Siamo partiti a 40 chilometri dal traguardo, prima eravamo un gruppetto di otto corridori e poi siamo rimasti in due. Ho provato a staccare Montoli in tutti i modi ma non ci sono riuscito.

Che tipo di corridore ti senti?

Abbastanza completo direi. Riesco ad adattarmi bene a molti percorsi e a molte situazioni, ma non nelle volate. E mi piacciono le cronometro.

Come dicevamo il tuo primo anno da juniores non è stato facile, ti sei rotto il femore: come è andata?

Era il 9 gennaio e mi stavo allenando. Ho preso una buca e sono finito sul bordo di un marciapiede. Mi sono rotto il femore destro e ho riportato uno strappo nel muscolo vasto mediale della gamba sinistra. E questo mi ha dato molti problemi, però sto recuperando bene.

Cosa hai pensato in quel momento?

All’inizio non ho realizzato bene, sentivo solo un gran dolore. Quando poi ho capito la situazione, ho cercato subito di guardare positivo. In fin dei conti ero un primo anno e avrei avuto tempo per recuperare. Inoltre ho avuto vicino molte persone, a partire dai miei genitori. Sono stato due mesi completamente fermo. Sono anche ingrassato 4-5 chili.

Quando sei risalito in sella?

Il 21 marzo, primo giorno di primavera, una rinascita. E sono tornato in corsa il 28 aprile. Era una gara piatta e sono riuscito a finirla. Mi sono messo a disposizione dei compagni di squadra.

Germani
Il podio del tricolore junior 2020 (da sinistra) Germani, Montoli, Calì (foto Scanferla)
Germani
Tricolori junior (da sin.) Germani, Montoli, Calì (foto Scanferla)
Però, che tenacia!

Sì, ce la metto sempre tutta. La cosa particolare è che il 9 giugno, esattamente sei mesi dopo l’incidente, sono tornato alla vittoria. Era praticamente a casa e sono riuscito a vincere nonostante non fossi in forma. Poi ho conquistato altre due corse, ma quel giorno ho davvero capito che avevo recuperato e che potevo tornare a guardare avanti.

Hai una salita test?

No, qui nella bassa Ciociaria ho diversi percorsi, mi piace cambiare. Per questo preferisco fare gli allenamenti lunghi, quelli di 4 ore. Mentre amo poco gli scatti.

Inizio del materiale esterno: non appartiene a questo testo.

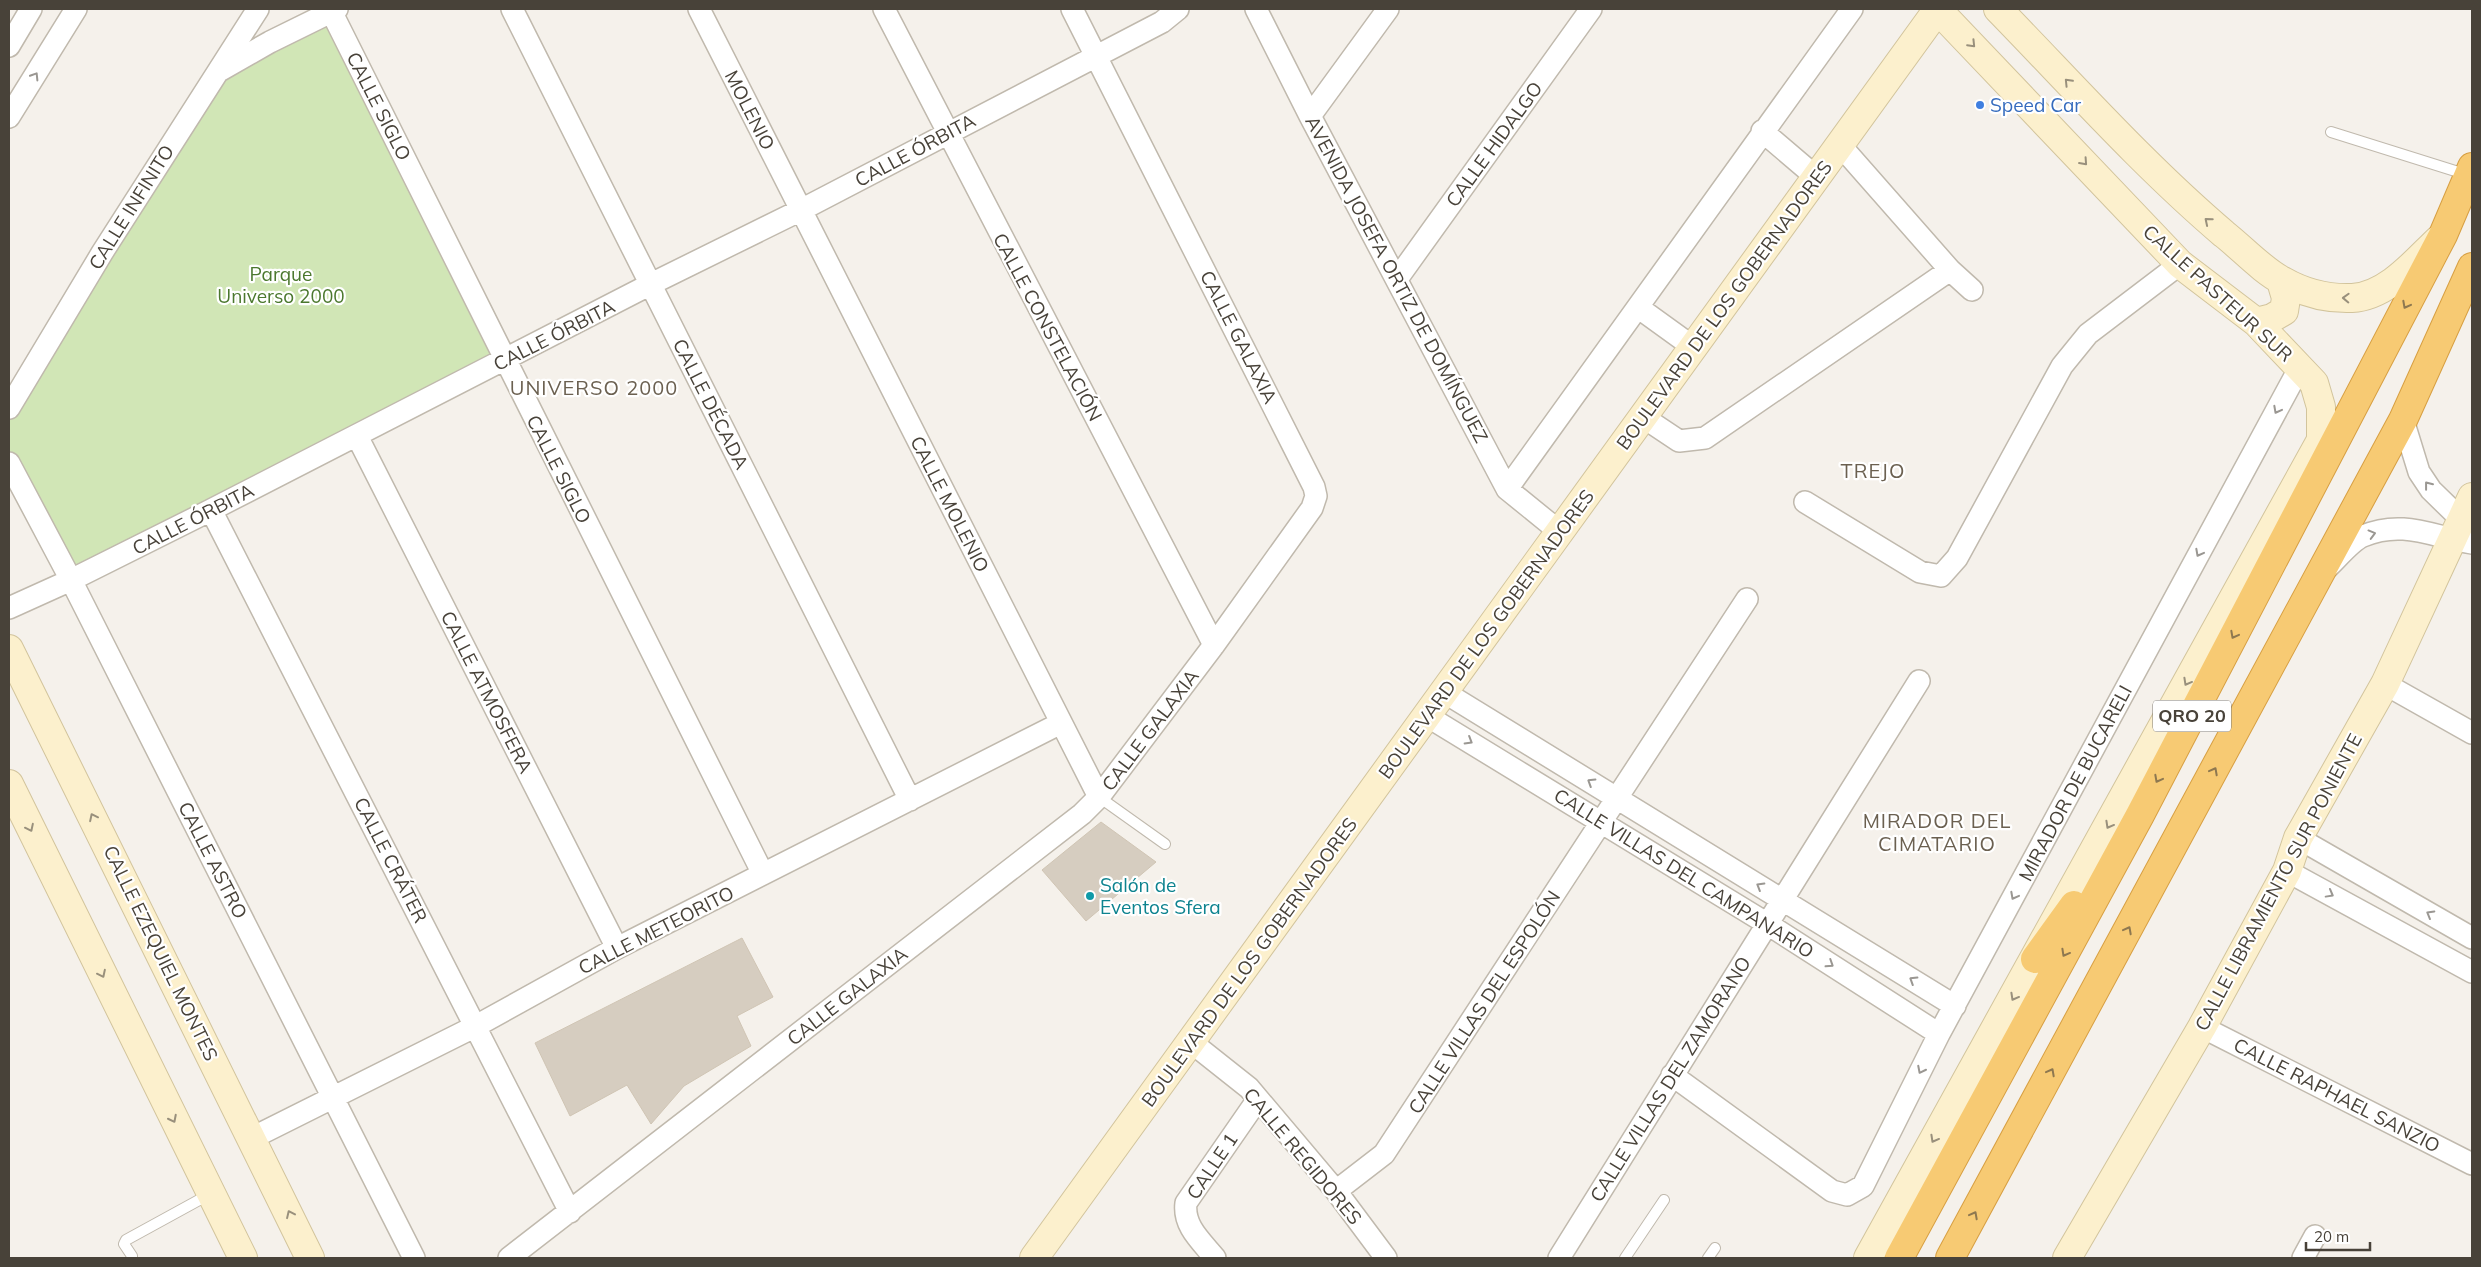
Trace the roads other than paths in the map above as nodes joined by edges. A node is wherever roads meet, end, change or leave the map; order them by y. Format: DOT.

C’è un corridore che ti piace?

Cancellara perché era un vero fenomeno e ha vinto il Fiandre, ma anche De Gent e Wellens. Mi piacciono i corridori che attaccano, che non hanno paura. Mi riconosco in loro perché non si tirano indietro quando c’è da far fatica.

Chi ti ha trasmesso la passione per la bici?

Mio papà Maurizio, lui l’ha presa una decina di anni fa e io l’ho seguito. Lui tra gli amatori e io tra i G3.

Che scuola fai?

Lo scientifico, ma ho già finito perché ho fatto la primina. Per adesso non andrò avanti, voglio vedere come andranno le cose e concentrarmi sulla bici.